Police Minister Nathi Mthethwa said this showed the country was “moving up the safety ladder.”

A report on the UN Global Study on Homicide last year said southern Africa had one of the highest murder rates in the world, but that South Africa’s murder rate had decreased steadily.

In 1995 the murder rate had been 64.5 per 100 000 of the population and by 2012 this had dropped to 31 per 100 000.

The report mentioned South Africa as one of the countries that “are managing to break their own cycle of violence”.

“The report shows we are moving up the safety ladder, which is confirmation that our hard work is paying off,” Mthethwa said on Sunday.

“South Africa now has a murder rate two thirds below Honduras, the murder capital of the world, and is improving every year,” he said.

The report said the murder rate in Honduras in 2012 was 90.4 per 100 000 people.

Mthethwa said the situation in South Africa could be further improved.

“Reducing the murder rate is a priority because every South African wants our country to be a peaceful place where violence is taboo,” he said.
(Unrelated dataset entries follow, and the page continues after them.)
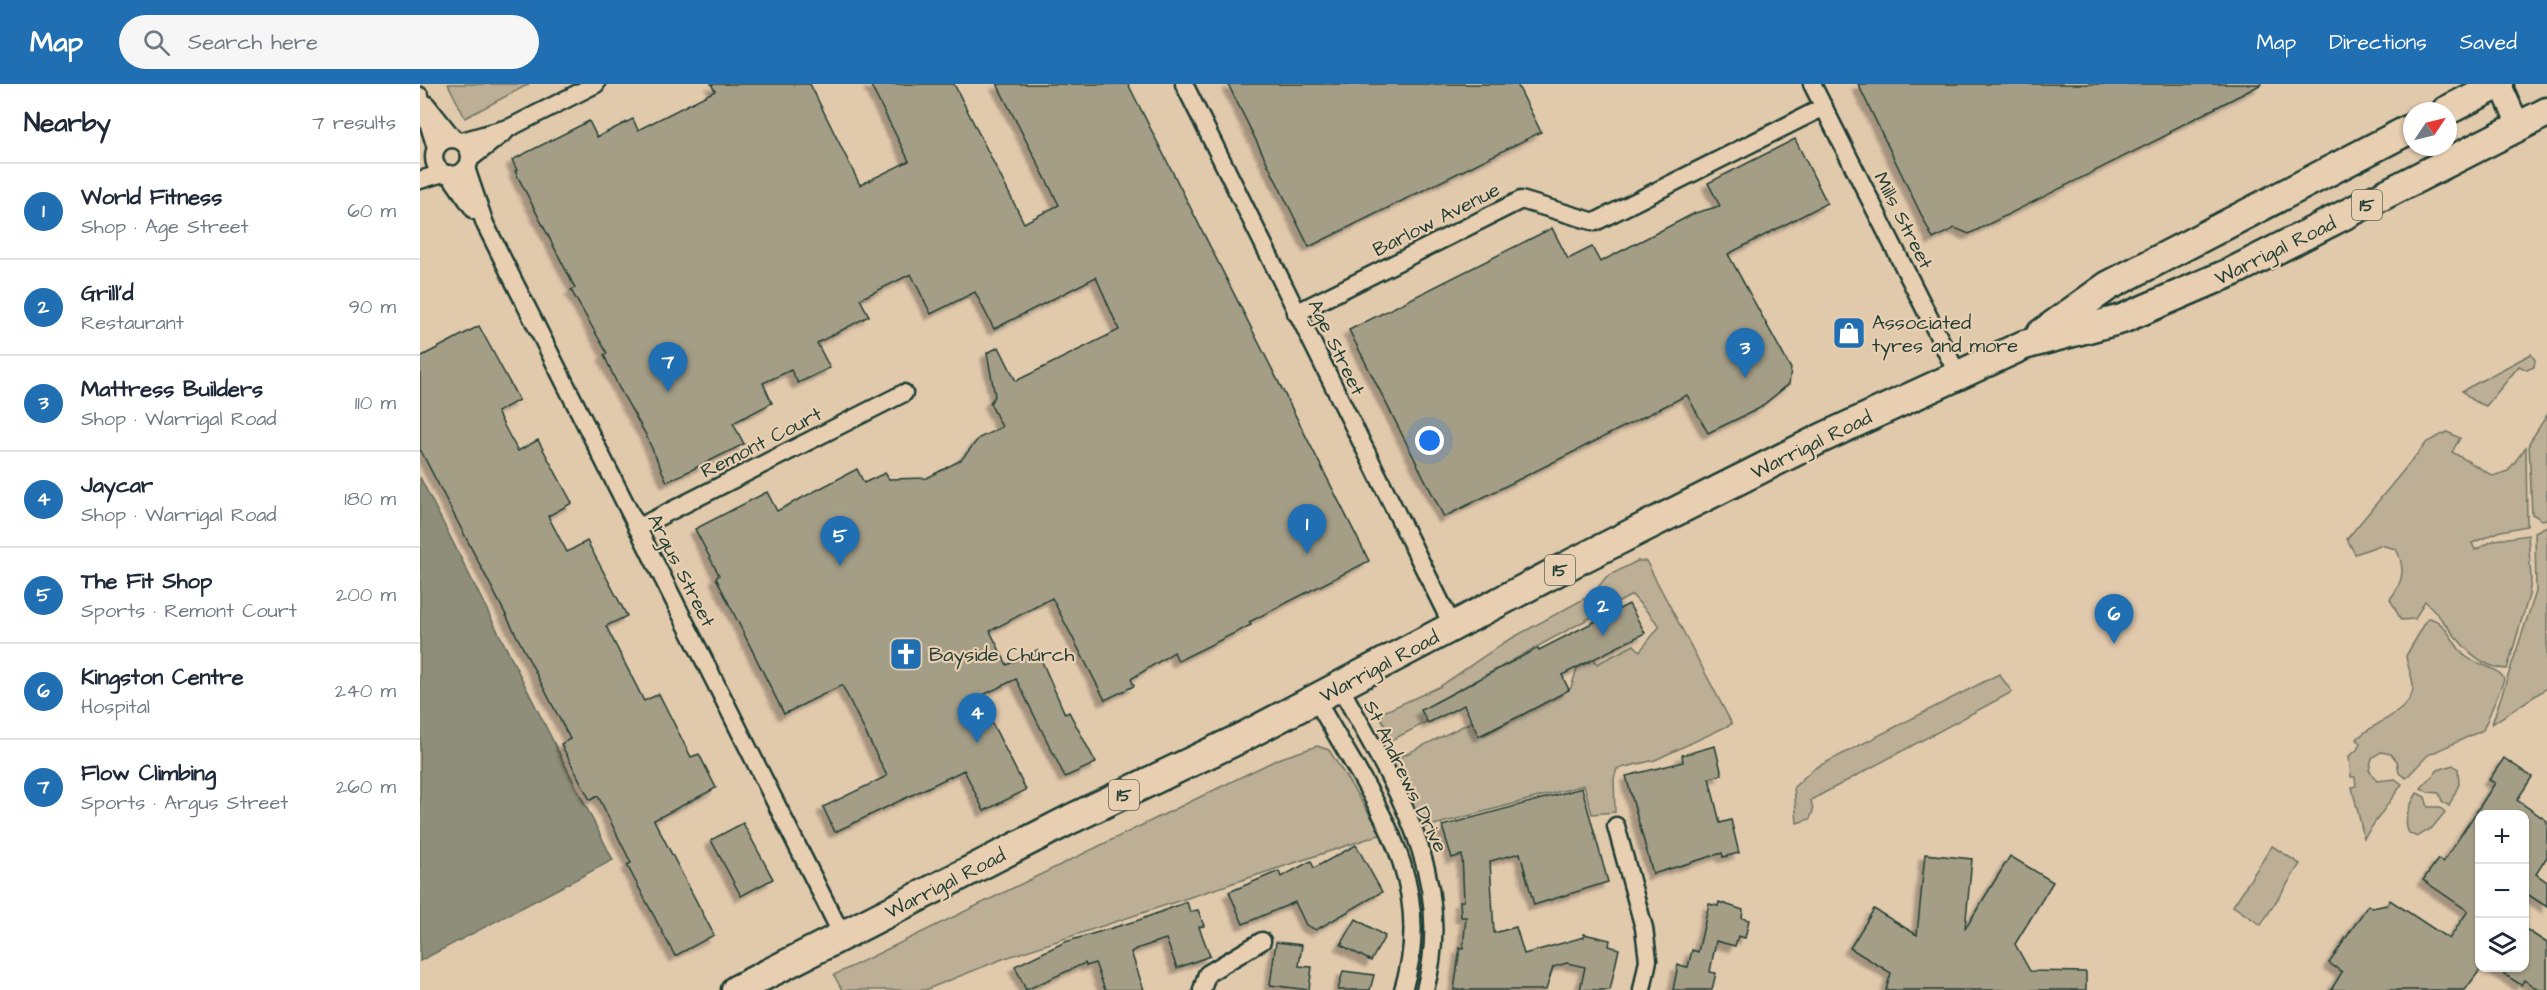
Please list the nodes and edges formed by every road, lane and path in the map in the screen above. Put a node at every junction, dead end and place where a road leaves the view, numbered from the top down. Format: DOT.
graph roads {
  1 [pos="596,84"];
  2 [pos="1184,84"];
  3 [pos="1812,84"];
  4 [pos="2500,84"];
  5 [pos="420,96"];
  6 [pos="2457,106"];
  7 [pos="1824,107"];
  8 [pos="2547,112"];
  9 [pos="2519,126"];
  10 [pos="512,127"];
  11 [pos="2403,133"];
  12 [pos="457,140"];
  13 [pos="435,151"];
  14 [pos="468,163"];
  15 [pos="420,165"];
  16 [pos="446,174"];
  17 [pos="420,180"];
  18 [pos="485,224"];
  19 [pos="1296,313"];
  20 [pos="2024,345"];
  21 [pos="1958,375"];
  22 [pos="904,393"];
  23 [pos="637,528"];
  24 [pos="1453,627"];
  25 [pos="1328,693"];
  26 [pos="1616,826"];
  27 [pos="842,935"];
  28 [pos="1262,941"];
  29 [pos="736,990"];
  30 [pos="1202,990"];
  31 [pos="1403,990"];
  32 [pos="1425,990"];
  33 [pos="1642,990"];
  1 -- 10 [label="street"];
  2 -- 19 [label="street, Age Street"];
  3 -- 7 [label="street, Mills Street"];
  4 -- 6 [label="highway"];
  4 -- 9 [label="street"];
  5 -- 12 [label="street"];
  5 -- 13 [label="street"];
  7 -- 19 [label="street, Barlow Avenue"];
  7 -- 21 [label="street, Mills Street"];
  8 -- 9 [label="highway, Warrigal Road / 15"];
  9 -- 20 [label="highway, Warrigal Road / 15"];
  10 -- 12 [label="street"];
  10 -- 14 [label="street"];
  11 -- 20 [label="highway, Warrigal Road / 15"];
  12 -- 13 [label="street"];
  12 -- 14 [label="street"];
  13 -- 15 [label="street"];
  13 -- 16 [label="street"];
  14 -- 16 [label="street"];
  14 -- 18 [label="street, Argus Street"];
  16 -- 17 [label="street"];
  16 -- 18 [label="street, Argus Street"];
  18 -- 23 [label="street, Argus Street"];
  19 -- 24 [label="street, Age Street"];
  20 -- 21 [label="highway, Warrigal Road / 15"];
  21 -- 24 [label="highway, Warrigal Road / 15"];
  22 -- 23 [label="street, Remont Court"];
  23 -- 27 [label="street, Argus Street"];
  24 -- 25 [label="highway, Warrigal Road / 15"];
  25 -- 27 [label="highway, Warrigal Road / 15"];
  25 -- 31 [label="street, St Andrews Drive"];
  25 -- 32 [label="street, St Andrews Drive"];
  26 -- 33 [label="street"];
  27 -- 29 [label="highway, Warrigal Road / 15"];
  28 -- 30 [label="street"];
}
On Sunday, David Bruce, a freelance researcher specialising in policing and crime, said it appeared the country had become a “more socially stable society”.

He said political violence had never been the primary contributor when it came to the overall murder toll, and the main contributor was usually violence arising from disputes and linked to alcohol use.

Bruce said firearms had previously resulted in the majority of murders, but since the Firearms Control Act was passed in 2000, this had changed.

“Knives seem to have taken over from guns,” he said.

Previously, Chandre Gould, a senior researcher at the Institute for Security Studies, had told the Cape Times that it appeared crime figures were stabilising following the end of apartheid, a volatile political period, when figures had initially increased.

She said that crime trends in other countries which had also experienced big political changes showed similar patterns.

In a paper entitled Have No Doubt it is Fear in the Land: An exploration of the continuing cycles of Violence in South Africa, Brandon Hamber, director of the International Conflict Research Institute, said the 1980s was the most violent decade in the history of the country.

“This period was characterised by the extensive use of force by the South African state and those opposing it,” he said.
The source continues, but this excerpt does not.